• **Your objective**
Write out all the entries word for word and omit any pictures.
Information provided Block Start
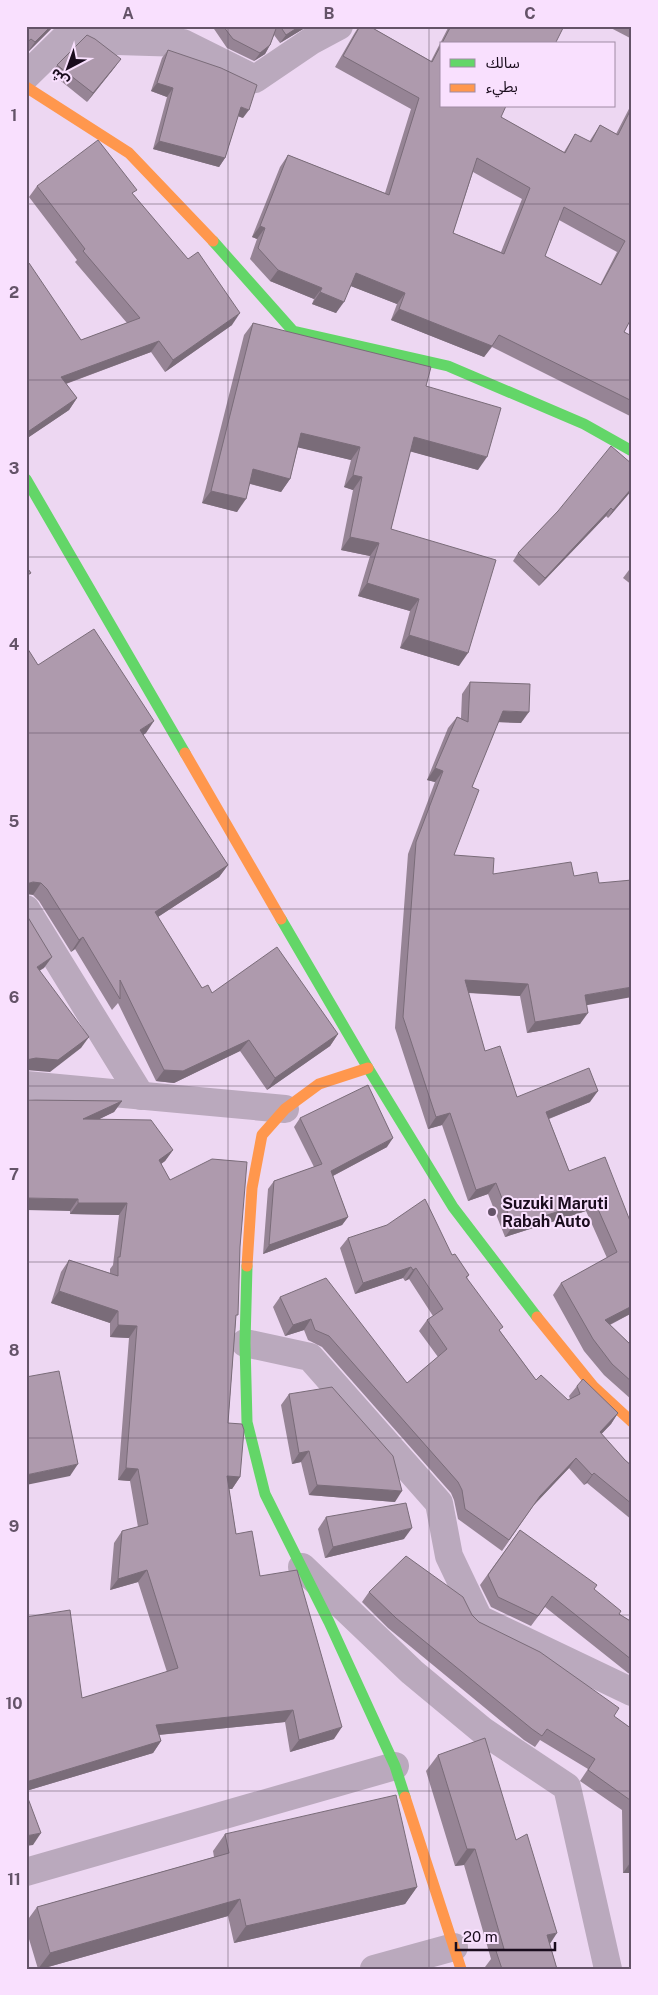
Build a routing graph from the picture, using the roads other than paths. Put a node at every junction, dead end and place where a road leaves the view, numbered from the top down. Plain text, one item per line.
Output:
1 (77, 26) edge
2 (339, 26) edge
3 (26, 76) edge
4 (26, 88) edge
5 (632, 451) edge
6 (26, 478) edge
7 (26, 909) edge
8 (368, 1068) junction
9 (26, 1085) edge
10 (141, 1096) junction
11 (285, 1109) junction
12 (245, 1344) junction
13 (632, 1422) edge
14 (301, 1566) junction
15 (632, 1692) edge
16 (395, 1766) junction
17 (26, 1872) edge
18 (457, 1958) edge
19 (374, 1969) edge
20 (608, 1969) edge

1 - 2 street
1 - 3 street
4 - 5 street
6 - 8 street
7 - 10 street
8 - 11 street
8 - 13 street
9 - 10 street
10 - 11 street
11 - 12 street
12 - 14 street
12 - 15 street
14 - 16 street
14 - 20 street
16 - 17 street
16 - 18 street
18 - 19 street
Information provided Block End
• **Response to the task**
Build a routing graph from the picture, using the roads other than paths. Put a node at every junction, dead end and place where a road leaves the view, numbered from the top down. Plain text, one item per line.
Output:
1 (77, 26) edge
2 (339, 26) edge
3 (26, 76) edge
4 (26, 88) edge
5 (632, 451) edge
6 (26, 478) edge
7 (26, 909) edge
8 (368, 1068) junction
9 (26, 1085) edge
10 (141, 1096) junction
11 (285, 1109) junction
12 (245, 1344) junction
13 (632, 1422) edge
14 (301, 1566) junction
15 (632, 1692) edge
16 (395, 1766) junction
17 (26, 1872) edge
18 (457, 1958) edge
19 (374, 1969) edge
20 (608, 1969) edge

1 - 2 street
1 - 3 street
4 - 5 street
6 - 8 street
7 - 10 street
8 - 11 street
8 - 13 street
9 - 10 street
10 - 11 street
11 - 12 street
12 - 14 street
12 - 15 street
14 - 16 street
14 - 20 street
16 - 17 street
16 - 18 street
18 - 19 street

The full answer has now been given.